But don’t just take my word for it. Here’s what former Seven Health clients have to say about healing their food and body relationships.

In Time, Dieting Gets Difficult But Intuitive Eating Gets Easier

Sure, dieting might be relatively easy – at first. It may promise you the body you think you need, a purported prerequisite to the life you want to be living.

Of course, it’ll shield you from feeling left out of the keto-fied cupcake recipe exchange going on at work, and save you from feeling “restrained eaters club” FOMO when you’re dining with friends.

It’s surely a welcomed distraction from the relationship that isn’t working, the trauma you aren’t facing, or the emotions you can’t seem to escape.

But, those outcomes are only temporary.

Sticking to external food rules (diets) gets harder over time, usually backfiring completely when primal, physiological responses to deprivation take over. What follows is a predictable cycle of reactive eating experiences, self-blame, shame, and further restriction that, if left unchecked, can lead to a lifetime of yo-yo dieting, binges, and negative body image.

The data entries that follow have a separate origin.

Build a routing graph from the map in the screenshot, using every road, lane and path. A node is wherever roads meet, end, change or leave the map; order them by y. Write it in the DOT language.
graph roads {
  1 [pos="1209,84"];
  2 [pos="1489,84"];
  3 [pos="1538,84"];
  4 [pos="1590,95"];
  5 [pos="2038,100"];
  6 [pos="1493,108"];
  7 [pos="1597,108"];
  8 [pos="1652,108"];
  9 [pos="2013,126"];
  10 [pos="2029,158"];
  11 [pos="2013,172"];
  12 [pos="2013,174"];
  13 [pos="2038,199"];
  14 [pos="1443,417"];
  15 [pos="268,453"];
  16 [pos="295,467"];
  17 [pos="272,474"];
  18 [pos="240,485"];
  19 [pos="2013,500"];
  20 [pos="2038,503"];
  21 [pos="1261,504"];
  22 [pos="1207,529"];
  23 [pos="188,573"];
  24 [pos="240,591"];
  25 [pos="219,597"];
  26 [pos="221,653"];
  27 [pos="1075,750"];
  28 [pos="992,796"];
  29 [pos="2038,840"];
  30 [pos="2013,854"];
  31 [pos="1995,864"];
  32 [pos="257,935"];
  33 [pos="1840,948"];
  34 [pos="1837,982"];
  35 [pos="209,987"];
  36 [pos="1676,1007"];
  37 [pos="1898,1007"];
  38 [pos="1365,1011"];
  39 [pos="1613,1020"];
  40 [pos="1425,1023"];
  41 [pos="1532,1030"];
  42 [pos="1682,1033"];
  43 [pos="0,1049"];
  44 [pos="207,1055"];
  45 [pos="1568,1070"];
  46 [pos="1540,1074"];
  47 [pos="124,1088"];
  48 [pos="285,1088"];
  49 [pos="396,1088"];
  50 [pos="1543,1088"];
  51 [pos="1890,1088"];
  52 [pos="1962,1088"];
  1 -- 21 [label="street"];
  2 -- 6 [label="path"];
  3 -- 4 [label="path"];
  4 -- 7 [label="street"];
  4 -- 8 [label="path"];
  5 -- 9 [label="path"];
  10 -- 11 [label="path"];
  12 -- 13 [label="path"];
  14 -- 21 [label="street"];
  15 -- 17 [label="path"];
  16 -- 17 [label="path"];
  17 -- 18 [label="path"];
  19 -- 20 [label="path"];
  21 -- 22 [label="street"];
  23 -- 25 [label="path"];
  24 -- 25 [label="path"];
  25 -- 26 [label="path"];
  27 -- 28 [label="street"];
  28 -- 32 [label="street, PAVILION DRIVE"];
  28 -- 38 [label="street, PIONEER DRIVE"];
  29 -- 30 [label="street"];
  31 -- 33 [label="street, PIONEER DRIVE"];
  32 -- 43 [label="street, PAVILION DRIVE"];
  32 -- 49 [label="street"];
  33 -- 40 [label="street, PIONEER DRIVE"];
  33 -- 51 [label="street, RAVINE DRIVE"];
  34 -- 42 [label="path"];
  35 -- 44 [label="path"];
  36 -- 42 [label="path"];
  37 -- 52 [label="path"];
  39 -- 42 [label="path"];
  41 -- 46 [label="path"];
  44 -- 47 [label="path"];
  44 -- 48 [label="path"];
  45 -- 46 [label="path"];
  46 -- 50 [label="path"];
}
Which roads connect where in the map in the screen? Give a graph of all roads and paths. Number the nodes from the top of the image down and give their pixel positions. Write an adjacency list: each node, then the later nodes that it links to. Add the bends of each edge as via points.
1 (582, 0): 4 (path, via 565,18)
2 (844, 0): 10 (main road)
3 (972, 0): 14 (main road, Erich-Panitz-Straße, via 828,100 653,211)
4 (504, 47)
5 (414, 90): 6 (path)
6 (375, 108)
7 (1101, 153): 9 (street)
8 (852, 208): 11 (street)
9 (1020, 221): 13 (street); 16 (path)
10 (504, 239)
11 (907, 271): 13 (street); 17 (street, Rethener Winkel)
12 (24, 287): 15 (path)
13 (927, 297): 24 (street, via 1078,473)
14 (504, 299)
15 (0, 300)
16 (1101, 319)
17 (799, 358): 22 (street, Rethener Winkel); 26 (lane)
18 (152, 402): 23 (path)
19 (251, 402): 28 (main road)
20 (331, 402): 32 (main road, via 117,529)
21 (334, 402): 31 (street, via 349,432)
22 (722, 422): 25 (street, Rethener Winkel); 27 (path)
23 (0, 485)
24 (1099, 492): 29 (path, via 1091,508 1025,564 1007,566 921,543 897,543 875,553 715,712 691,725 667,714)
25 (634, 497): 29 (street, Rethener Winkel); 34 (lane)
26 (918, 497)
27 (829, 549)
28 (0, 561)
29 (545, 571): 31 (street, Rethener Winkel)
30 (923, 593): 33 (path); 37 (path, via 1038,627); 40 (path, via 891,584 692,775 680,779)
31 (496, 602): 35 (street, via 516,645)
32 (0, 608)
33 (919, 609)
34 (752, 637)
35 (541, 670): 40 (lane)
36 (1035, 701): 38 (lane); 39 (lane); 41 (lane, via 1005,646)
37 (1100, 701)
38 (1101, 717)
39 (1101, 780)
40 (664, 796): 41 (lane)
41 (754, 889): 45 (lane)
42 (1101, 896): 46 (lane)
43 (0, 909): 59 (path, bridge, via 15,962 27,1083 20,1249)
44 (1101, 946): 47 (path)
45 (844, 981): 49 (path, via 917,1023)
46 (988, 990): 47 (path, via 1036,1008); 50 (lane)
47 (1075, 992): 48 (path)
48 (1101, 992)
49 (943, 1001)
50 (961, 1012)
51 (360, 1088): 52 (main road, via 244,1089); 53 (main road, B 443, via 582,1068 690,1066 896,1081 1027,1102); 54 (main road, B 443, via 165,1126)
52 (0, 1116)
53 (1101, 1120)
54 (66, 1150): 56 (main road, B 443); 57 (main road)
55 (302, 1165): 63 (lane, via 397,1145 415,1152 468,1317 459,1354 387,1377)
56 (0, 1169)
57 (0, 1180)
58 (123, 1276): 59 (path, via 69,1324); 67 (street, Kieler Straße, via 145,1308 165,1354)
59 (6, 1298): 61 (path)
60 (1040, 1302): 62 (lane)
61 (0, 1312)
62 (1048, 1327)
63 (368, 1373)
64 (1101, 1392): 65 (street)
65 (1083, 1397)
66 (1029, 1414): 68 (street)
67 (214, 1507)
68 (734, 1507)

Intuitive eating, which encourages eating in response to internal signals like hunger, satisfaction, desire, and fullness, is quite a different story.

There’s no falling off the wagon, no failing, no getting it wrong. Because there is no “right” when it comes to intuitive eating, there’s only relationship (you + your body).

There are no gimmicks, no tricks; there’s simply trust – in yourself and the process.

So, forget the tracking apps with their impersonal formulas.

Stop starving your body into (temporary) submission.

And don’t ever go back to the days of dieting and deprivation.

Why would you, when you can make peace with food instead, by becoming an intuitive eater?

While I’ll never deny that applying the principles of intuitive eating is a challenge (especially after seasons of restriction and negative body image) and I wouldn’t dare downplay the beginners’ fatigue that sets in when you’re faced with this new approach to food, I’ll also never stop encouraging it.

Because with time, practice, and support, intuitive eating gets easier, I promise.

Want help applying the principles of intuitive eating?

Looking for support to get you through the uncomfortable transition from dieting and disorder to food and body freedom? Eager to learn how to escape the restrict-binge roller coaster? Or, simply want to return to your innate wisdom around eating? Seven Health has you covered. 

I’m a leading expert and advocate for full recovery. I’ve been working with clients for over 15 years and understand what needs to happen to recover.

I truly believe that you can reach a place where the eating disorder is a thing of the past and I want to help you get there. If you want to fully recover and drastically increase the quality of your life, I’d love to help.

Want to get a FREE online course created specifically for those wanting full recovery? Discover the first 5 steps to take in your eating disorder recovery. This course shows you how to take action and the exact step-by-step process. To get instant access, click the button below.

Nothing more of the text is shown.